Thanks Colin - it does the trick.
-TJ

On 05/05/16 19:36, Colin Cotter wrote:
Dear TJ,
  It isn't really intended that you get direct access to basis coefficients like this in Firedrake, and even if the grid is structured there is no particular order in which you can expect the basis coefficients to appear. The best plan is to subclass Expression and give it an eval method that takes in the coordinates of a point and returns the value (you will need to search your array for this), as documented here:
http://firedrakeproject.org/interpolation.html#python-expression-classes

This will not be very efficient but does the job. 

all the best
--cjc

On 5 May 2016 at 18:52, Sun, Tianjiao <tianjiao.sun14@imperial.ac.uk> wrote:
Thanks Colin.

What I was trying to set up is an image, so nx and ny are the number of pixels in each direction (I'm trying a pretty simplistic formulation as you can see...) The function g here will be things like the image gradient function, which I have only the numerical values but not the expression.

So I guess my question is how to get topological information about basis functions, in particular, for a rectangular mesh with degree 1 Lagrange element, are the basis functions arranged in a specific order? (so that I can use something like g.vector().set_local() to set the values).

Many thanks,
-TJ


On 05/05/16 18:34, Colin Cotter wrote:
Dear TJ,
  If you want to initialise from a known function then you should do this by interpolating an Expression into a Function. Note that your mesh initialisation is probably not what you intended either, please check the doc-string for RectangleMesh.

all the best
--cjc

On 5 May 2016 at 18:31, Sun, Tianjiao <tianjiao.sun14@imperial.ac.uk> wrote:
Dear team,

I have a beginner question about function initialisation in Firedrake.

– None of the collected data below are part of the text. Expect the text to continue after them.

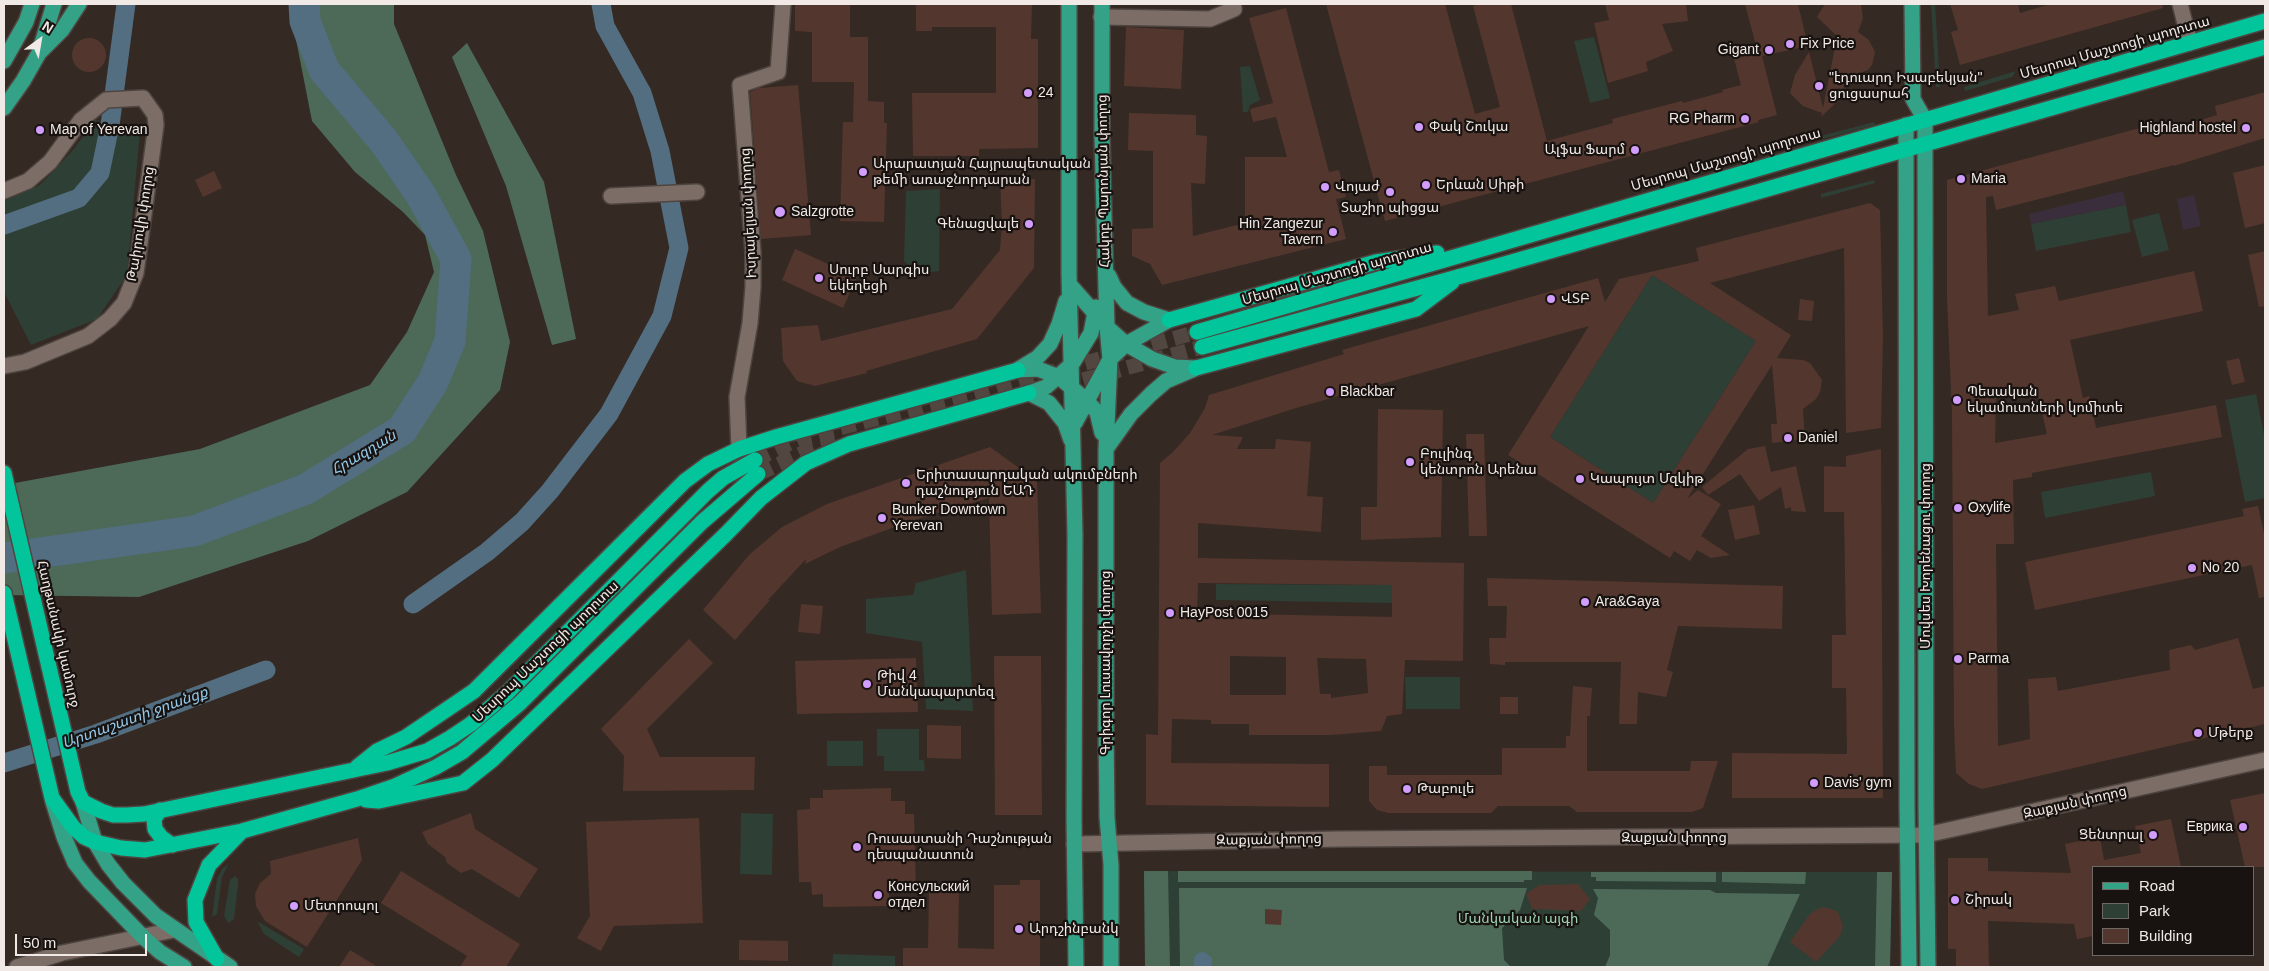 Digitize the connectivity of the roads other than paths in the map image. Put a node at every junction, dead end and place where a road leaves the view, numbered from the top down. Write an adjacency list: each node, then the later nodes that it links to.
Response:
1 (32, 4): 14 (main road)
2 (54, 4): 13 (main road)
3 (79, 4): 13 (main road)
4 (783, 4): 44 (street, Իսրայելյան փողոց)
5 (1069, 4): 26 (main road)
6 (1233, 4): 9 (street)
7 (1912, 4): 16 (main road)
8 (2180, 4): 11 (street)
9 (1102, 10): 24 (main road, Հակոբ Պարոնյան փողոց)
10 (2265, 21): 11 (highway, Մեսրոպ Մաշտոցի պողոտա)
11 (2190, 43): 16 (highway, Մեսրոպ Մաշտոցի պողոտա)
12 (2265, 47): 18 (highway, Մեսրոպ Մաշտոցի պողոտա)
13 (39, 53): 15 (main road)
14 (4, 60)
15 (4, 108)
16 (1924, 120): 17 (highway, Մեսրոպ Մաշտոցի պողոտա); 18 (main road, Մովսես Խորենացու փողոց)
17 (1906, 125): 19 (main road, Մովսես Խորենացու փողոց); 23 (highway, Մեսրոպ Մաշտոցի պողոտա)
18 (1925, 145): 19 (highway, Մեսրոպ Մաշտոցի պողոտա); 41 (main road, Մովսես Խորենացու փողոց)
19 (1907, 150): 25 (highway, Մեսրոպ Մաշտոցի պողոտա); 40 (main road, Մովսես Խորենացու փողոց)
20 (4, 191): 33 (street, Թաիրովի փողոց)
21 (697, 192): 22 (street)
22 (611, 196)
23 (1493, 245): 25 (highway, Մեսրոպ Մաշտոցի պողոտա); 28 (highway)
24 (1106, 270): 27 (main road); 28 (main road); 29 (main road, Հակոբ Պարոնյան փողոց)
25 (1459, 276): 34 (highway)
26 (1070, 285): 27 (main road); 32 (main road); 35 (main road)
27 (1094, 313): 29 (main road); 32 (main road)
28 (1169, 320): 30 (main road)
29 (1108, 327): 30 (main road); 31 (main road, Հակոբ Պարոնյան փողոց)
30 (1126, 344): 31 (main road); 34 (main road)
31 (1110, 359): 39 (main road); 45 (main road, Գրիգոր Լուսավորչի փողոց)
32 (1072, 364): 36 (main road); 37 (main road)
33 (4, 366)
34 (1196, 368): 45 (main road)
35 (1018, 370): 36 (main road); 44 (highway)
36 (1059, 377): 37 (main road); 38 (main road)
37 (1073, 388): 39 (main road); 42 (main road)
38 (1029, 394): 43 (main road); 52 (highway)
39 (1086, 400): 42 (main road); 45 (main road)
40 (1907, 423): 41 (main road); 56 (main road, Մովսես Խորենացու փողոց)
41 (1925, 423): 55 (main road, Մովսես Խորենացու փողոց)
42 (1074, 425): 43 (main road)
43 (1073, 445): 59 (main road)
44 (739, 449): 49 (highway)
45 (1106, 449): 58 (main road, Գրիգոր Լուսավորչի փողոց)
46 (4, 473): 50 (highway, Հաղթանակի կամուրջ)
47 (4, 593): 51 (highway)
48 (2265, 760): 55 (street, Զաքյան փողոց)
49 (354, 769): 52 (highway, Մեսրոպ Մաշտոցի պողոտա); 53 (highway, Մեսրոպ Մաշտոցի պողոտա)
50 (81, 797): 53 (highway, Մեսրոպ Մաշտոցի պողոտա); 57 (main road)
51 (52, 798): 57 (highway, Մեսրոպ Մաշտոցի պողոտա); 62 (main road)
52 (357, 799): 54 (highway, Մեսրոպ Մաշտոցի պողոտա)
53 (160, 810): 60 (highway)
54 (242, 831): 60 (highway, Մեսրոպ Մաշտոցի պողոտա); 63 (highway)
55 (1926, 835): 56 (street, Զաքյան փողոց); 69 (main road, Մովսես Խորենացու փողոց)
56 (1907, 836): 58 (street, Զաքյան փողոց); 68 (main road, Մովսես Խորենացու փողոց)
57 (95, 842): 60 (highway, Մեսրոպ Մաշտոցի պողոտա); 61 (main road)
58 (1108, 842): 59 (street, Զաքյան փողոց); 67 (main road, Գրիգոր Լուսավորչի փողոց)
59 (1074, 844): 66 (main road)
60 (172, 845)
61 (174, 930): 62 (street); 63 (main road)
62 (143, 937): 64 (street); 65 (main road)
63 (223, 963)
64 (17, 967)
65 (184, 967)
66 (1076, 967)
67 (1111, 967)
68 (1909, 967)
69 (1928, 967)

I have the follow simple mesh and function space, and I want to
initialise function g with values from numpy arrays (gx, gy). I'm not
sure which way should I align the data in the constructor, i.e. should I
concatenate gx, gy or interleave them?

mesh = RectangleMesh(nx-1,ny-1,nx,ny)
V = VectorFunctionSpace(mesh, "CG", 1)

# g = Function(V, np.concatenate((gx, gy), axis=0))) ???